Interludio en Malasaña
La religión, católica por supuesto, apadrina y patrocina la mayor parte de las fiestas del calendario laboral; vírgenes y santos, mártires y cristos acaparan los espacios festivos y señalan con sus estigmas los ciclos vacacionales, la impronta del nacional-catolicismo, de aquella indigna y santa alianza entre la Iglesia y el Estado del 18 de julio, multiplicó procesiones piadosas y romerías subvencionadas y abolió cualquier tipo de fiesta civil que no exaltara manifiestamente los valores patrióticos, encarnados siempre en fecundos derramamientos de sangre.
Héroes y mártires, transfusores del plasma, transmisores del Ácido Desoxirribonucleico, ADN ibérico, forjador de soleados imperios y de colosales catástrofes.
En el feliz 30º cumpleaños de la movida, los vecinos siguen sin recuperar sus fiestas
Entre las fiestas civiles que sobrevivieron por su ejemplaridad patriótica al expolio del antiguo régimen está la del Dos de Mayo, conmemoración de la gloriosa escabechina del año de gracia de 1808, el recordatorio de los esforzados y suicidas patriotas madrileños que plantaron cara a navajazos a los mamelucos de Joachim Murat, duque de Berg, matarifes de élite del ejército napoleónico, para derrocar a un rey ilustrado, y extranjero como todos los reyes, y poner en su lugar a un aborigen indeseable y felón.
La fiesta del Dos de Mayo celebra, como tantas otras en la geografía española, una gran derrota popular, de esas que según sus mantenedores imprimieron carácter a las poblaciones hispanas.
La fiesta del Dos de Mayo es laica y patriótica, aunque, desde una óptica descomprometida, se intuye cierto tufillo antieuropeo; al fin y al cabo, se trató de una confrontación armada con nuestros vecinos de arriba que se habían metido en nuestra casa como invasores y okupas.
Recordamos los vecinos de un barrio que entonces aún no se llamaba Malasaña que hubo un tiempo, felizmente superado, en el que la fiesta estuvo militarizada, soldados de artillería con casco y bayoneta relucientes tomaban las cuatro esquinas de la plaza del Dos de Mayo, a los pies de la estatua de los artilleros Luis Daoíz y Pedro Velarde y a la sombra del Arco de Monteleón, humilde pórtico de ladrillo que es lo único que queda del cuartel heroico. Adornada con obuses de pega recién pintados, la plaza mayor del barrio acogía también un altar en el que se celebraban misas de campaña, la Iglesia había tomado ya vela en el funeral festivo, las fiestas del Dos de Mayo pasaron a llamarse "de la Cruz y 2 de mayo", santificadas y homologadas.

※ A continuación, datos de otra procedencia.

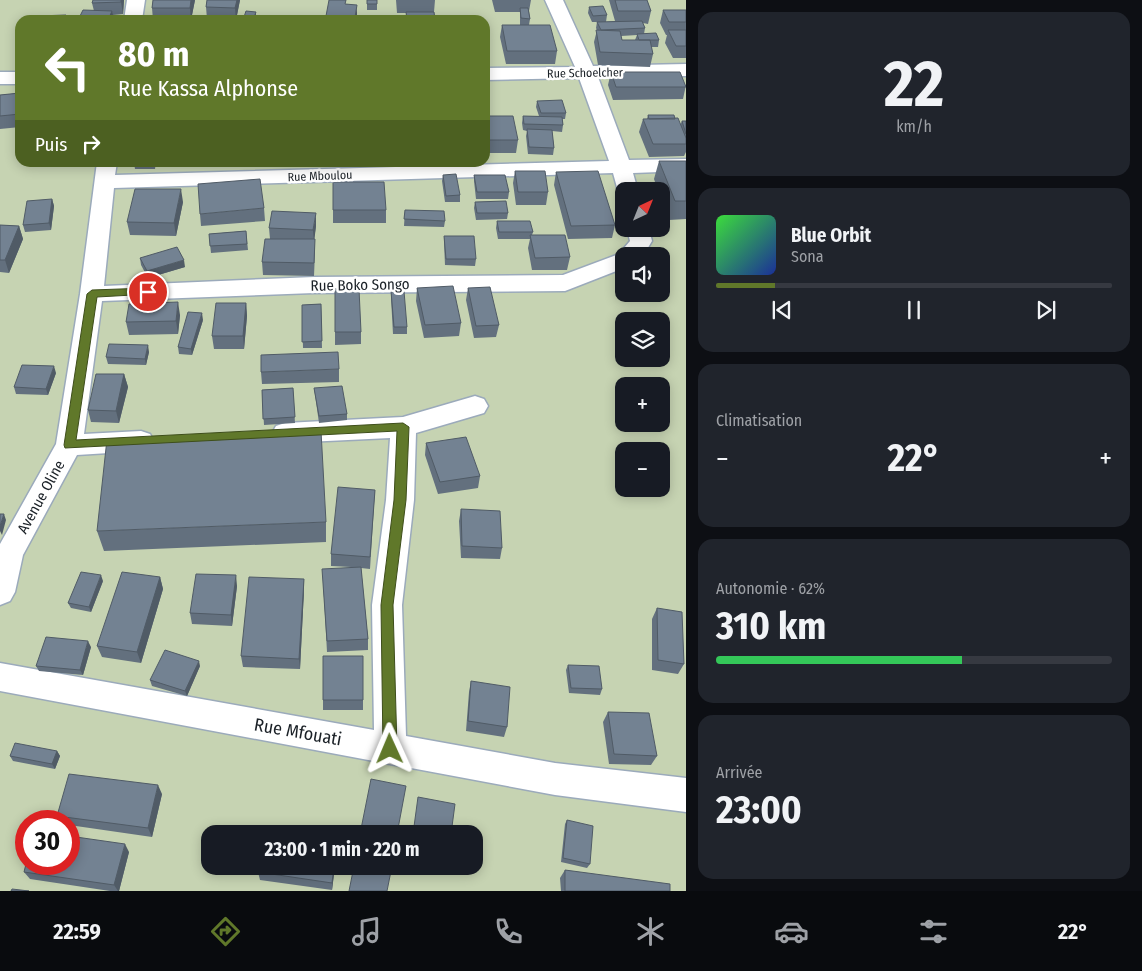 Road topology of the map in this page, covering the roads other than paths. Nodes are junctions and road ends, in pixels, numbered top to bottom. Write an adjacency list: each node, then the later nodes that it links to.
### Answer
1 (136, 0): 3 (street)
2 (554, 0): 5 (street)
3 (134, 15)
4 (686, 70): 5 (street, Rue Schoelcher)
5 (588, 73): 6 (street, Rue Schoelcher); 10 (street)
6 (490, 74)
7 (0, 78): 8 (street)
8 (15, 78)
9 (686, 165): 10 (street, Rue Mboulou)
10 (622, 168): 11 (street, Rue Mboulou); 12 (street)
11 (106, 172): 14 (street, Avenue Oline)
12 (626, 182)
13 (615, 264): 14 (street, Rue Boko Songo)
14 (92, 294): 19 (street, Avenue Oline)
15 (475, 406): 16 (street)
16 (403, 427): 17 (street); 22 (street)
17 (266, 434)
18 (168, 440): 19 (street)
19 (69, 445): 20 (street, Avenue Oline)
20 (0, 592)
21 (0, 677): 22 (street, Rue Mfouati)
22 (390, 749): 23 (street, Rue Mfouati)
23 (686, 795)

Pero ni las bendiciones apostólicas lograron salvarlas cuando el alcalde franquista Carlos Arias Navarro, un auténtico aguafiestas, decidió prohibirlas aduciendo que entorpecían el tráfico rodado; en realidad, no era sino una medida más de la campaña destinada a borrar del mapa a barrio tan céntrico, histórico y conflictivo, el plan Malasaña, que no llegó a llevarse a cabo porque la democracia interrumpió la sucia maniobra especulativa.

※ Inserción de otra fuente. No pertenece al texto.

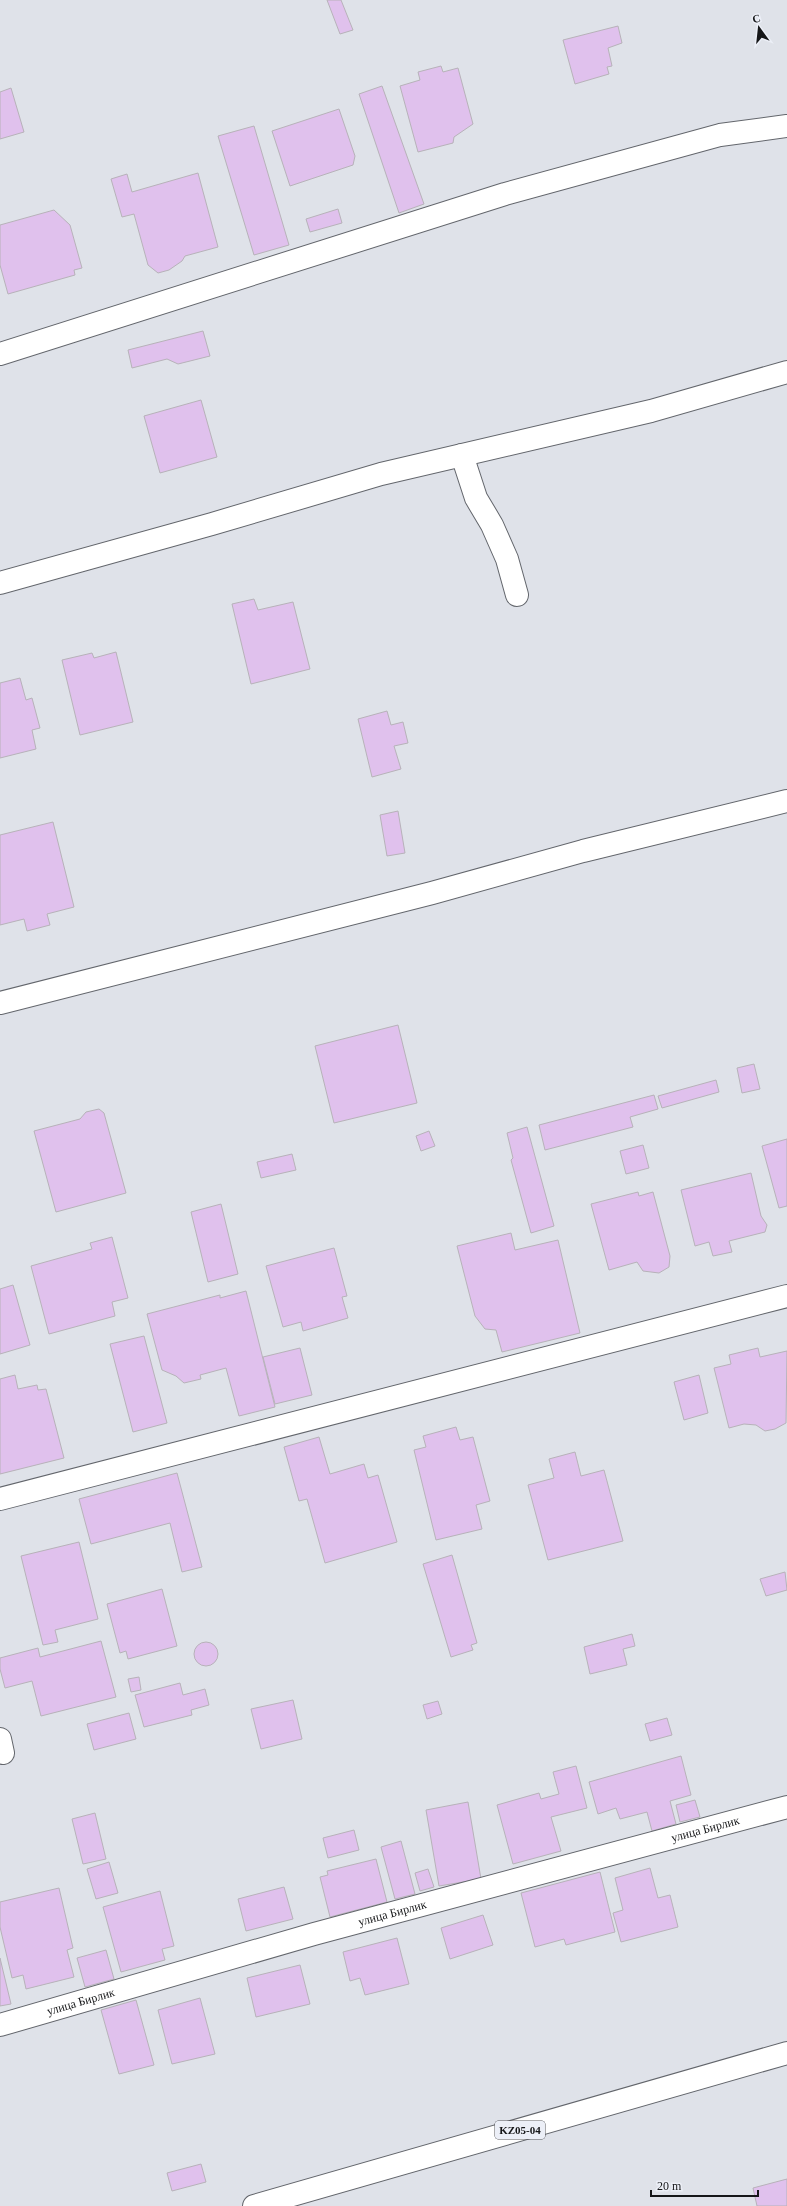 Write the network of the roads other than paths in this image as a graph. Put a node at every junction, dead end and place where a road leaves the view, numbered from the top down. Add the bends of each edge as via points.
1 (787, 126) edge
2 (0, 354) edge
3 (787, 372) edge
4 (462, 455) junction
5 (0, 583) edge
6 (518, 595) dead end
7 (787, 802) edge
8 (0, 1003) edge
9 (787, 1296) edge
10 (0, 1499) edge
11 (787, 1807) edge
12 (0, 2025) edge
13 (787, 2053) edge
14 (254, 2206) edge

1 - 2 street via 720,135 505,194
3 - 4 street via 651,411
4 - 5 street via 381,474
4 - 6 street via 476,498 492,525 507,559
7 - 8 street via 583,851 432,894
9 - 10 street
11 - 12 street, улица Бирлик via 314,1934
13 - 14 street, KZ05-04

La recuperación de las fiestas se llevó a cabo por parte de los jóvenes residentes de la zona y de una asociación de vecinos, resurgida precisamente para luchar contra el plan de demolición perpetrado por aquel edil de bigotito facha.
Hace treinta años y sin convocatoria previa, no había móviles, los jóvenes tomaron la plaza y las calles adyacentes, se empaparon de absenta de alta graduación que vendían en todas las esquinas y en vasos de plástico expendedores clandestinos y corearon espontáneamente consignas eufóricas y poco imaginativas como: "A follar, follar que el mundo se va acabar".
En el frenesí de aquel macrobotellón precursor, una pareja de adolescentes se desnudó encaramada sobre las blancas testas de los artilleros Daoíz y Velarde.
El fotógrafo Félix Lorrio captó la imagen que dio la vuelta al mundo y se convirtió en un icono de la movida, aunque para su publicación en España la censura, que no existía, impuso un púdico chafarrinón negro sobre los pubis de ella y de él, borrón infame que contradecía las libertinas proclamas de los festejantes.
En el feliz 30º cumpleaños de la movida, objeto hoy de un presunto intento de recuperación institucional, los vecinos del barrio siguen sin recuperar sus fiestas, convertidas en triste remedo de lo que fueron, castigados tal vez por los escandalosos botellones, que no son cosa suya, sino de tribus invasoras de fin de semana.
Menos mal que en el barrio siguen abriendo sus puertas bares y garitos hospitalarios que mantienen la antorcha, como el Penta y La Vía Láctea, veteranos y carismáticos.